Les chercheurs de l'Université de New York ont exposé des bactéries Streptococcus pneumoniae à la protéine Pal purifiée. Quelques secondes seulement après être entrée en contact avec les bactéries, cette protéine a réussi à tuer 15 souches communes de Streptococcus pneumoniae, incluant des souches extrêmement résistantes à la pénicilline, en détruisant leur paroi.

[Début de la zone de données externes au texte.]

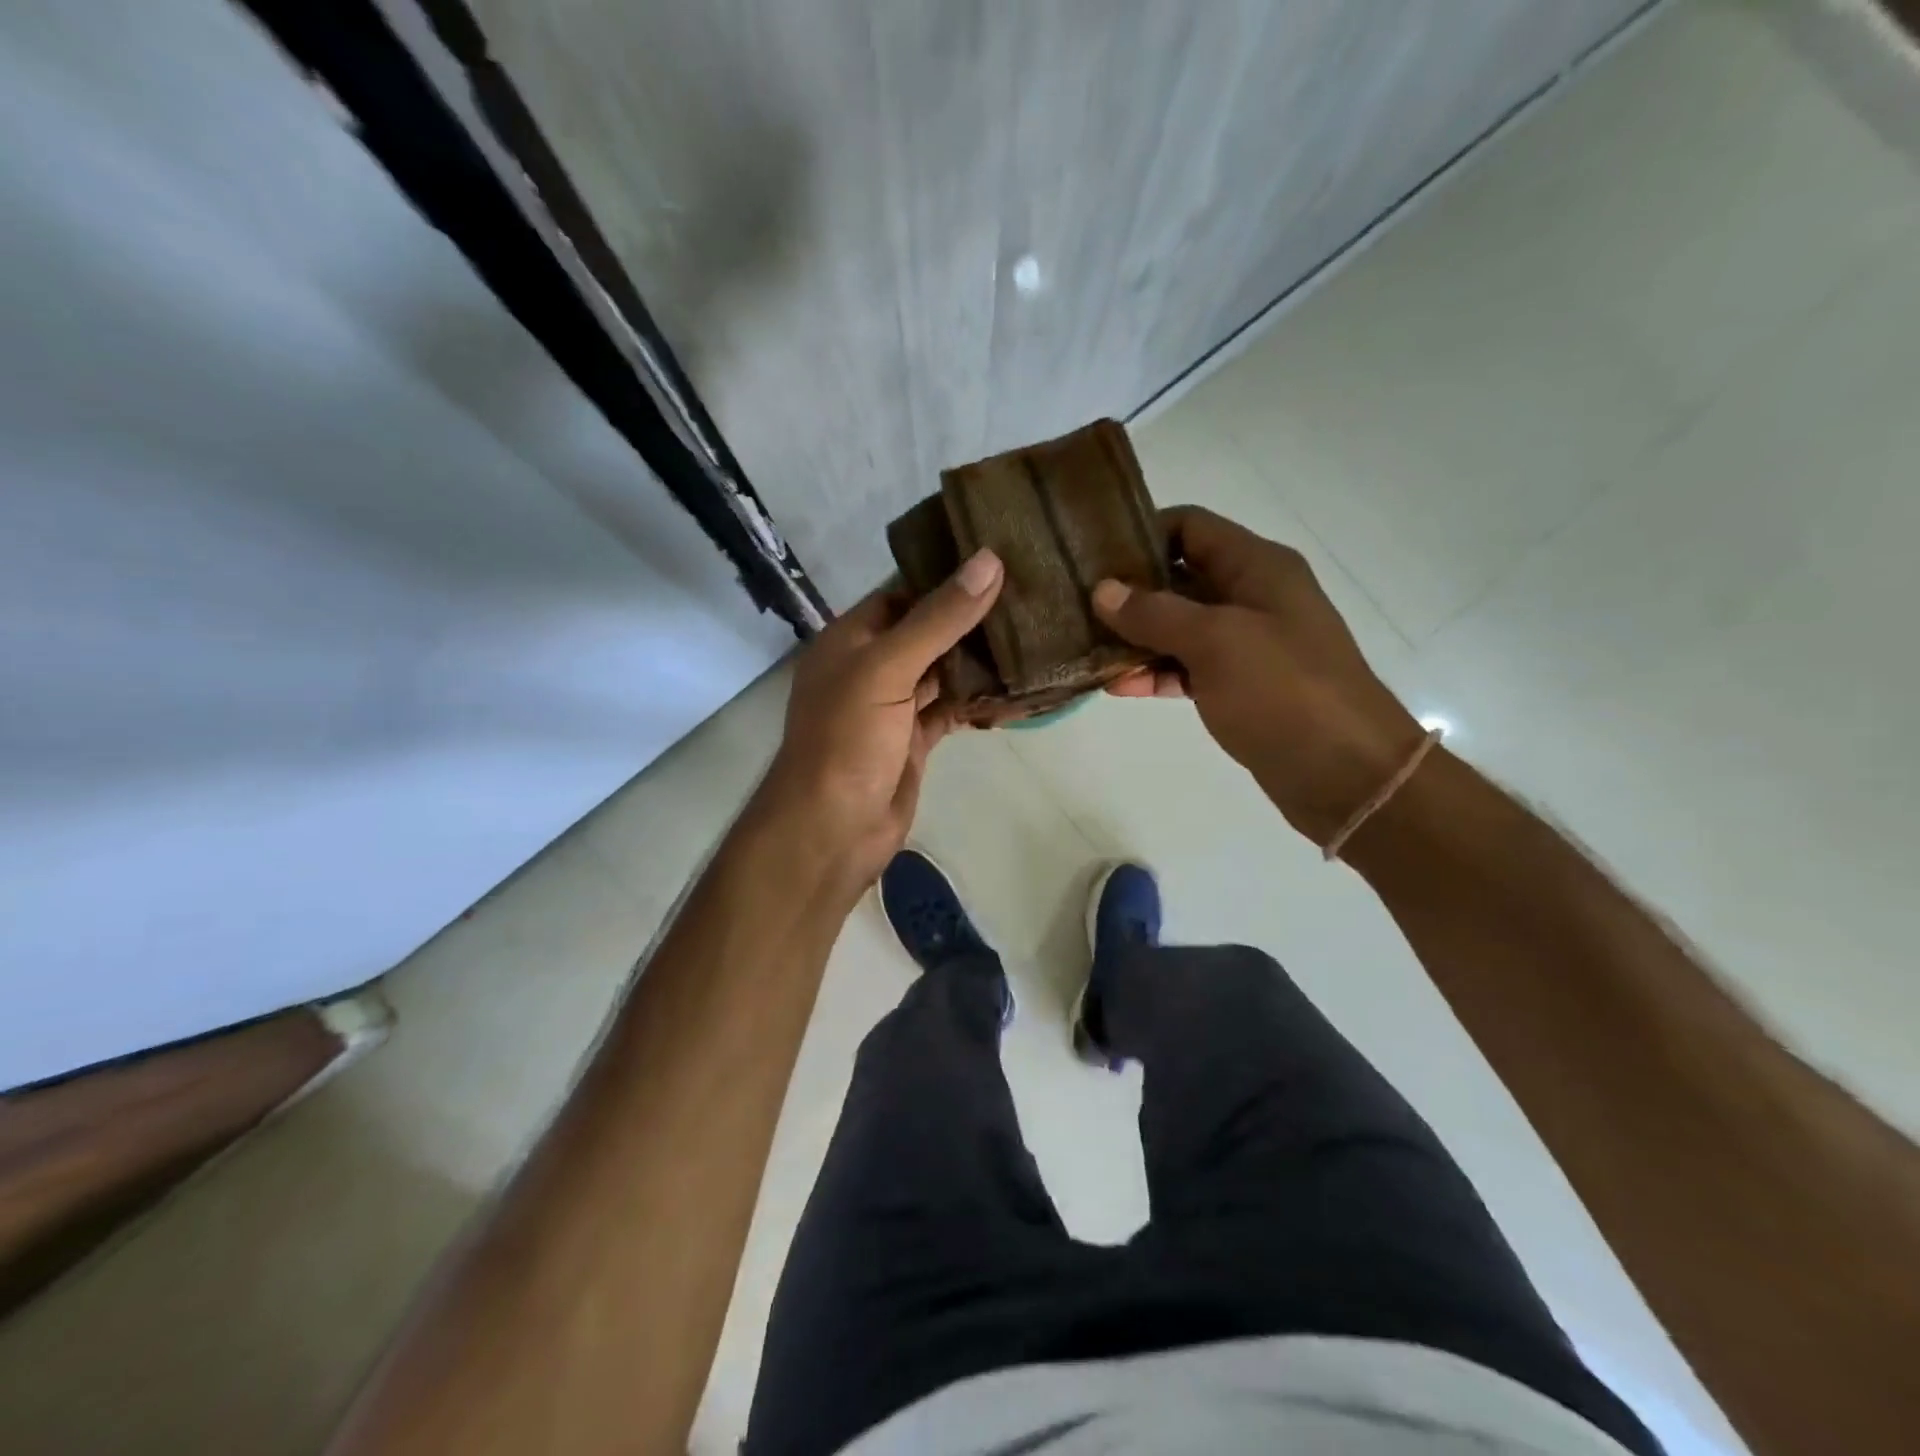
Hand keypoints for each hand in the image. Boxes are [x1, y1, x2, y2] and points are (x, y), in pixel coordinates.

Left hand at [755, 548, 1003, 900]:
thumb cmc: (847, 738)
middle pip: (926, 632)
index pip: (902, 593)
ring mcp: (892, 707)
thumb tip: (989, 560)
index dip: (944, 578)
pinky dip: (977, 702)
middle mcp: (870, 667)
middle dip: (970, 619)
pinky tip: (1016, 689)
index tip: (1000, 561)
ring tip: (1034, 635)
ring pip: (941, 672)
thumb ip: (938, 618)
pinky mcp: (913, 741)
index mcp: (851, 639)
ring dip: (978, 660)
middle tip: (1029, 597)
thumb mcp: (888, 668)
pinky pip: (950, 710)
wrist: (833, 829)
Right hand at [1095, 505, 1421, 844]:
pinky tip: (1117, 685)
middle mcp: (1251, 596)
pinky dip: (1155, 673)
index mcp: (1257, 567)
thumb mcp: (1216, 641)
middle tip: (1074, 604)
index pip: (1191, 527)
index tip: (1092, 555)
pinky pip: (1187, 668)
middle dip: (1130, 591)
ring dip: (1136, 637)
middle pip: (1180, 577)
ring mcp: (1246, 644)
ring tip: (1085, 647)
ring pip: (1179, 627)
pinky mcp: (1239, 686)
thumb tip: (1103, 590)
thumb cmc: (1284, 691)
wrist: (1345, 773)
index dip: (1142, 534)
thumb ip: (1156, 613)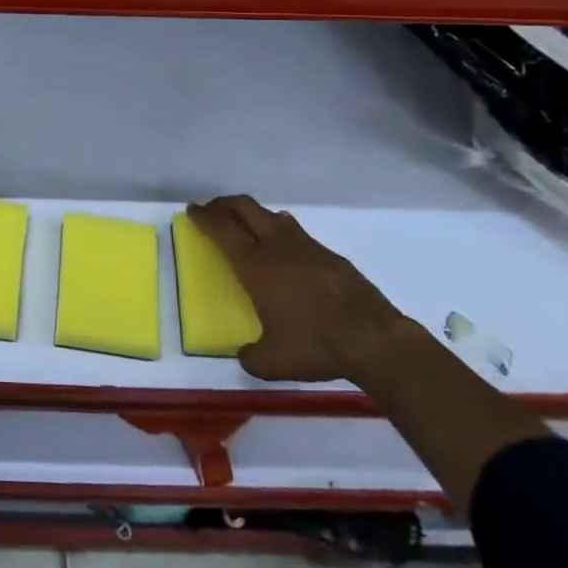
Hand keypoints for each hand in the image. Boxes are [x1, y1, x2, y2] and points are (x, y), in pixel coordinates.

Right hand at [186, 195, 417, 383]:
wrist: (374, 338)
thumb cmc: (315, 345)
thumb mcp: (273, 362)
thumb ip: (251, 356)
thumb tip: (245, 354)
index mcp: (255, 265)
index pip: (221, 229)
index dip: (204, 217)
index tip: (192, 210)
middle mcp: (276, 246)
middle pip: (244, 208)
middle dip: (224, 205)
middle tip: (213, 210)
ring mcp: (306, 246)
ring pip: (272, 216)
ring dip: (254, 215)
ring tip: (248, 227)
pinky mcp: (329, 255)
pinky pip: (296, 232)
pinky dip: (281, 232)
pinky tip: (286, 251)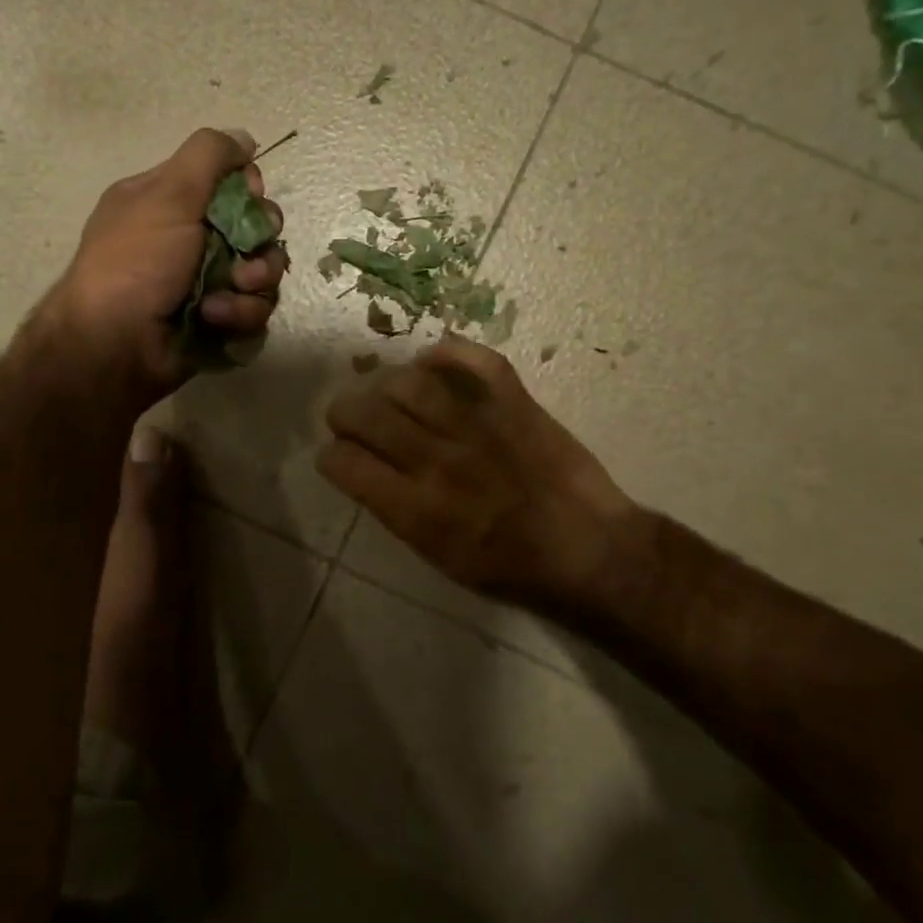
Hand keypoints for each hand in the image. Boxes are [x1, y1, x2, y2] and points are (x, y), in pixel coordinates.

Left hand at [44, 128, 286, 401]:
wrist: (114, 345)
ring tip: (225, 297)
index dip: (249, 190)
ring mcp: (206, 284)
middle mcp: (190, 241)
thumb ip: (208, 155)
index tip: (248, 196)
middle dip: (260, 243)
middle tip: (245, 256)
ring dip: (251, 285)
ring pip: (263, 274)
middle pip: (256, 230)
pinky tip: (214, 321)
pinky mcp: (218, 322)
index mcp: (171, 203)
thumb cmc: (136, 262)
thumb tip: (244, 138)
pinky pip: (254, 312)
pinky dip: (239, 316)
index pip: (231, 184)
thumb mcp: (167, 193)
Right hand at [318, 339, 644, 612]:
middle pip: (364, 414)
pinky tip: (432, 361)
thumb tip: (369, 471)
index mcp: (414, 509)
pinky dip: (447, 352)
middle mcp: (436, 461)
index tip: (339, 455)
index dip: (332, 455)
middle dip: (345, 412)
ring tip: (392, 393)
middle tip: (353, 418)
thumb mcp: (439, 558)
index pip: (344, 461)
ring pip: (407, 382)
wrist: (590, 553)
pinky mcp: (514, 403)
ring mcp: (476, 426)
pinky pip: (473, 360)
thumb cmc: (511, 569)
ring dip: (387, 384)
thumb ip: (397, 511)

Dans la deuxième phase de l'expérience, les chercheurs ont vérifié la capacité de Pal à tuer Streptococcus pneumoniae " in vivo ", c'est-à-dire à l'intérieur d'un organisme vivant, ici une souris de laboratoire. Cinq heures seulement après l'administration du premier traitement avec Pal à des souris au préalable infectées, toute trace de Streptococcus pneumoniae avait disparu dans les lavements nasaux effectués sur ces souris. Première conclusion : les pneumocoques se trouvant sur la muqueuse nasale et pharyngienne sont extrêmement sensibles à l'action de Pal. Quelques jours après le traitement, les chercheurs ont constaté la réapparition de pneumocoques ayant survécu aux traitements dans quelques animaux. Cependant, ces bactéries se sont révélées incapables de recoloniser le pharynx de ces souris. De plus, l'exposition répétée des pneumocoques à de faible concentration de Pal n'a pas conduit à l'apparition de souches résistantes à l'action de celle-ci. Pour couronner le tout, cette protéine semble aussi n'avoir que peu ou pas du tout d'effet sur les microorganismes qui se trouvent naturellement dans le pharynx humain.
La stratégie de demain
Véritable révolution dans le domaine du traitement des maladies infectieuses, l'antibiothérapie a permis de sauver de très nombreuses vies. Mais aujourd'hui, le phénomène de résistance aux antibiotiques - lié à l'évolution naturelle des bactéries - a atteint une ampleur alarmante. Les cas de multi-résistances, c'est-à-dire de bactéries devenues résistantes en même temps à plusieurs familles d'antibiotiques, se multiplient, tout comme les échecs thérapeutiques. Des maladies que l'on croyait éradiquées refont leur apparition. Les infections respiratoires, la méningite, les maladies sexuellement transmissibles gagnent du terrain face à des traitements dont l'efficacité est en perte de vitesse. Ainsi, la bactérie responsable de la tuberculose, que l'on croyait maîtrisée, est en recrudescence sous nos latitudes. Face à ce problème mondial, les premiers résultats obtenus avec Streptococcus pneumoniae apparaissent comme une lueur d'espoir. En effet, il existe des bactériophages spécifiques et donc létaux pour presque toutes les bactéries. Par conséquent, cette méthode pourrait bien être applicable à d'autres pathogènes. Ouvrant la voie à de nouveaux traitements, le salut du monde passera peut-être par les virus.